Il maltempo che ha caratterizzato le ultime settimane si prepara ad abbandonare l’Italia: le previsioni annunciano l’arrivo della primavera.
Il Ciclone di San Valentino è soltanto uno degli eventi meteorologici più rilevanti che hanno segnato i mesi invernali. L’alta pressione non è riuscita a prendere il sopravvento, perlomeno non dopo le prime settimane di dicembre, facendo dimenticare la leggerezza delle giornate serene.
Nevi in alta collina, precipitazioni e venti forti hanno imperversato su tutto il territorio, seppur con piccole varianti tra Nord e Sud. Ciò ha costretto a fare i conti con un inverno “vecchio stampo” che ormai mancava da molti anni.
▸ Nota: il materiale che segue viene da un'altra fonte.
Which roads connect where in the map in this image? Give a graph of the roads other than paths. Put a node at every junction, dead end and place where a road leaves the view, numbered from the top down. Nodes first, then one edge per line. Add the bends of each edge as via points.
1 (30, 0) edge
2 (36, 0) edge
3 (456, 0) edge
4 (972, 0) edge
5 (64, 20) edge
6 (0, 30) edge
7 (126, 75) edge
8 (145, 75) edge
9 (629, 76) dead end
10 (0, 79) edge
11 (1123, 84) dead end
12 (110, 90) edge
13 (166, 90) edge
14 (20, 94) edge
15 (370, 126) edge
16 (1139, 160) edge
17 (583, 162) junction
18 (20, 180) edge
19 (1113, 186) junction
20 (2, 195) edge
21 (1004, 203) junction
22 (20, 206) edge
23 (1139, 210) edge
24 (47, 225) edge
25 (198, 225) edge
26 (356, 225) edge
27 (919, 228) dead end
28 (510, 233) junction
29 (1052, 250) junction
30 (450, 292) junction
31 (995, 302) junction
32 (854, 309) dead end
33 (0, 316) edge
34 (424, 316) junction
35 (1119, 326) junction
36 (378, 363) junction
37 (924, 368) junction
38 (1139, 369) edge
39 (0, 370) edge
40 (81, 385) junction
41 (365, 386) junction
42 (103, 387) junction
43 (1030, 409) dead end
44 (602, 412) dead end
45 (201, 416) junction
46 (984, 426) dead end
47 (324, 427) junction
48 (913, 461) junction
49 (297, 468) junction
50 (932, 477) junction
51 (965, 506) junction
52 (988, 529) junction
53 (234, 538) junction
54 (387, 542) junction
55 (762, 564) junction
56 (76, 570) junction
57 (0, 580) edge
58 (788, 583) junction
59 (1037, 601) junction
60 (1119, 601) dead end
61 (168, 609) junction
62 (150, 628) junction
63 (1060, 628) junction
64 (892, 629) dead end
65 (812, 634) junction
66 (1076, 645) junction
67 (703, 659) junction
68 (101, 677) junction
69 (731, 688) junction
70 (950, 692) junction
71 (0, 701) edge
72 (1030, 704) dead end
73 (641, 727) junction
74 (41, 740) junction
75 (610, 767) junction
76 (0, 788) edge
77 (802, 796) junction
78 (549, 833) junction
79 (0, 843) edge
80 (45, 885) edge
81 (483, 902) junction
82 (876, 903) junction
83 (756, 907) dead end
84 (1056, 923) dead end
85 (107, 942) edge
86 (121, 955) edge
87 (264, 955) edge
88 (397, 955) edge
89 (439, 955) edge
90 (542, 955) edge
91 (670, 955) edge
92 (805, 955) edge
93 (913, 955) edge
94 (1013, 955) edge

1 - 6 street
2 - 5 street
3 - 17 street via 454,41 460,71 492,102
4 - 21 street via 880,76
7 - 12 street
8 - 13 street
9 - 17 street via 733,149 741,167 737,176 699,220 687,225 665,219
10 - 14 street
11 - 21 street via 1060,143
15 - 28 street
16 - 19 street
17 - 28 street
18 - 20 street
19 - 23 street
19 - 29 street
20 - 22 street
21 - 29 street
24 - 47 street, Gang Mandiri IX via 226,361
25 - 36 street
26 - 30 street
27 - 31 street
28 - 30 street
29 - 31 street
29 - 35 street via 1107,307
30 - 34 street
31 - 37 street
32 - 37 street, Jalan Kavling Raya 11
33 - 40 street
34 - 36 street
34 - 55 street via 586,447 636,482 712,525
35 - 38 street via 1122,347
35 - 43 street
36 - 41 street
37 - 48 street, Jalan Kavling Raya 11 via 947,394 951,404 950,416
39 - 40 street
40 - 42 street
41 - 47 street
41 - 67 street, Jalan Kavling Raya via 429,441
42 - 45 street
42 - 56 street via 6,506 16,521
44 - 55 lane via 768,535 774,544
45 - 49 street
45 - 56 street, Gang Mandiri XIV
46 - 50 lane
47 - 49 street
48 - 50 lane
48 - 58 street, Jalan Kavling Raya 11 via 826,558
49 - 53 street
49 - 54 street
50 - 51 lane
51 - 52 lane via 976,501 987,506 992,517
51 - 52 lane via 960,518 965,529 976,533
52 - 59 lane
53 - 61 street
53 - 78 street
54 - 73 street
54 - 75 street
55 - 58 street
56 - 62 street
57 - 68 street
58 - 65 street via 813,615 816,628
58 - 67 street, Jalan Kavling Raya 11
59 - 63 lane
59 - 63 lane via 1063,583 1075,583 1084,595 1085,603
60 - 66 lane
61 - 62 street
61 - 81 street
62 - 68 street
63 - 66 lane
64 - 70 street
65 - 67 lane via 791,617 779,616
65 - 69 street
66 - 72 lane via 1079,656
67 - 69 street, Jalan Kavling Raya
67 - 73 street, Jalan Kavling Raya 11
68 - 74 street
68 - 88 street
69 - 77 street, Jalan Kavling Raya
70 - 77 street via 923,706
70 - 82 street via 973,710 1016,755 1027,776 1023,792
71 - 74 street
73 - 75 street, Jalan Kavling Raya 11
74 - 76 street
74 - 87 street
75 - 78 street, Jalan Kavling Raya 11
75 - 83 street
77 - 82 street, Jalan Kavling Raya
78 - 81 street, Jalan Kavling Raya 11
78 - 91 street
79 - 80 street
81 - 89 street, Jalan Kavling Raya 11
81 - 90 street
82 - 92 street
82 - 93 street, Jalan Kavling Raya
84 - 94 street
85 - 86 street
A distinguerlo però, è stata la mancanza del vero e proprio freddo, che soltanto in sporadiche occasioni si è fatto sentire con maggiore intensità.
Quel che è certo è che chi non ama il grigiore potrà tirare un sospiro di sollievo già a partire dal penultimo weekend di febbraio. Tra sabato e domenica il clima mite tornerà a regnare con un piccolo assaggio di primavera. Si manifesterà con temperature massime stazionarie, seppur con qualche diminuzione delle minime, e con un cielo soleggiato o poco nuvoloso.
La stabilità manterrà il tempo gradevole dalla mattina alla sera, con ampie schiarite e banchi di nebbia nell’area della Pianura Padana. Qualche pioggia bagnerà soltanto alcune zone tra Puglia, Calabria e Sicilia settentrionale nelle prime ore del giorno. Non ci sarà comunque da temere, perché l’ombrello tra poco sarà soltanto un lontano ricordo.
Quando arriva davvero la primavera: sole e bel tempo in tutta Italia
Ancora pochi giorni di instabilità diffusa e di bufere di neve che hanno imbiancato le Alpi, per poi dire finalmente addio al vero e proprio inverno. La lunga fase della perturbazione atlantica è in chiusura e, seppur non è possibile stabilire una data precisa al giorno, si può definire il periodo circoscritto in cui si assisterà al cambio netto.

Previsioni meteo: quando arriva la primavera – classmeteo.it
Messe da parte le agitazioni artiche, l’Anticiclone arriverà sull’Italia nell’ultima settimana di febbraio. Attualmente posizionato sulla Penisola Iberica, questo si muoverà gradualmente riuscendo a propagarsi verso Est. Non è ancora detta tuttavia, l’ultima parola.
L’espansione potrebbe scontrarsi con l’attività depressionaria nord atlantica seppur con un asse diverso rispetto a quanto è stato osservato. La struttura anticilonica, a seguito di uno schiacciamento sui paralleli, arriverà ad abbracciare il Mediterraneo, in particolare nell’area centro-occidentale.
Questo movimento si tradurrà in giornate soleggiate che a poco a poco si allungano, mentre un netto rialzo delle temperature farà godere di un primo tepore di primavera. Il tempo si manterrà stabile fino a mercoledì 26 o giovedì 27 febbraio sia sulla Penisola che sulle Isole, con un possibile aumento delle nubi medio alte su gran parte del Centro e a Nord.
Si sfioreranno i 14-16°C di massima al settentrione, con picchi fino a 22°C in Sicilia e nelle zone meridionali. Una possibile fase variabile o perturbata si affaccia all’inizio di marzo. Nonostante le temperature sopra la media stagionale, qualche passaggio frontale alternato potrebbe far temere, senza mai però portare a veri colpi di coda dell’inverno.